Inovação comprometida
Do mesmo modo que a endogamia tem efeitos prejudiciais nas espécies, também a sua prevalência no ensino superior “produz efeitos negativos para as instituições ao nível da qualidade da produção científica, da inovação, da criatividade e da estrutura organizacional”, alertou a investigadora Orlanda Tavares, autora de um dos primeiros estudos sobre o fenómeno em Portugal.
Paulo Ferreira deu também conta deste prejuízo, alertando para o seguinte: “Uma das consequências nefastas da endogamia dos quadros universitários é a criação de grupos de pensamento homogéneos, sem a independência intelectual adequada (…), numa esfera reduzida de possibilidades, particularmente nos casos onde os docentes de um departamento descendem academicamente uns dos outros.”

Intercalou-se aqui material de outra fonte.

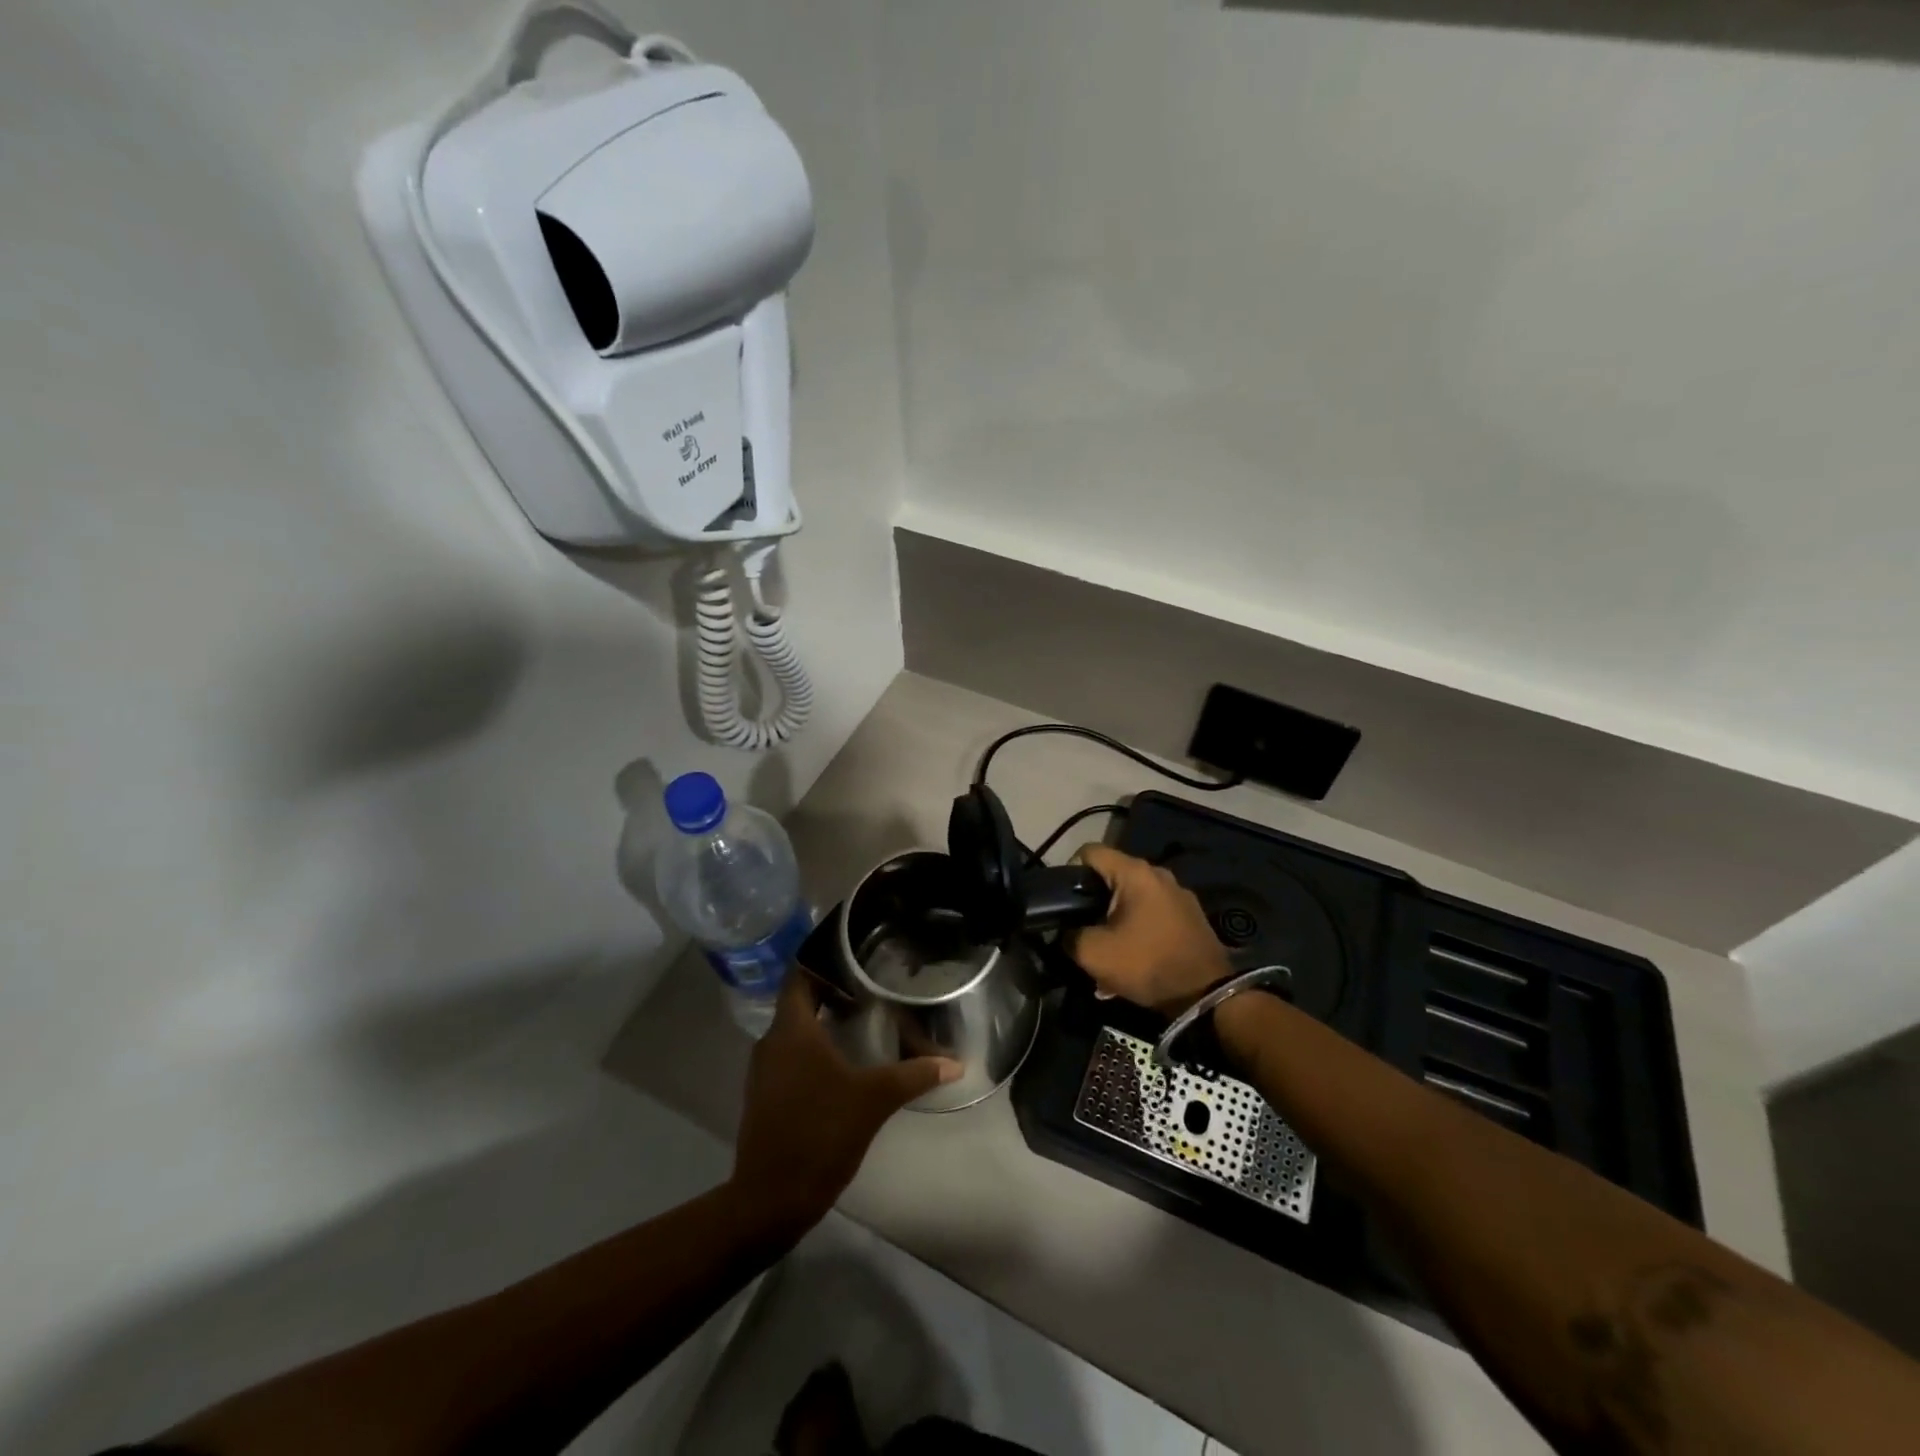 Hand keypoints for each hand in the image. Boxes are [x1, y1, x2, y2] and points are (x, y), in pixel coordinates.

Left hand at [730, 973, 961, 1240]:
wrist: (770, 1200)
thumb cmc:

Para o investigador Hugo Horta, que tem analisado o fenómeno, uma das soluções para este quadro passa por “processos de recrutamento académicos transparentes, claros, públicos e com regras que não sejam alteradas em qualquer altura do processo e não sejam muito pesadas em termos de burocracia”.
Mas, por cá, a avaliar pelo novo estudo da DGEEC, os sinais de mudança continuam a ser escassos. Há uma evolução na proporção de docentes de carreira que obtiveram o seu doutoramento numa instituição de ensino superior portuguesa diferente daquela em que trabalham: de 10% em 2015/2016 para 14% em 2021/2022.
Já o valor dos docentes que realizaram o seu doutoramento no estrangeiro (19%) mantém-se igual. A Universidade do Algarve (27%) e o ISCTE – Instituto Universitário de Lisboa (25%) continuam à frente neste grupo.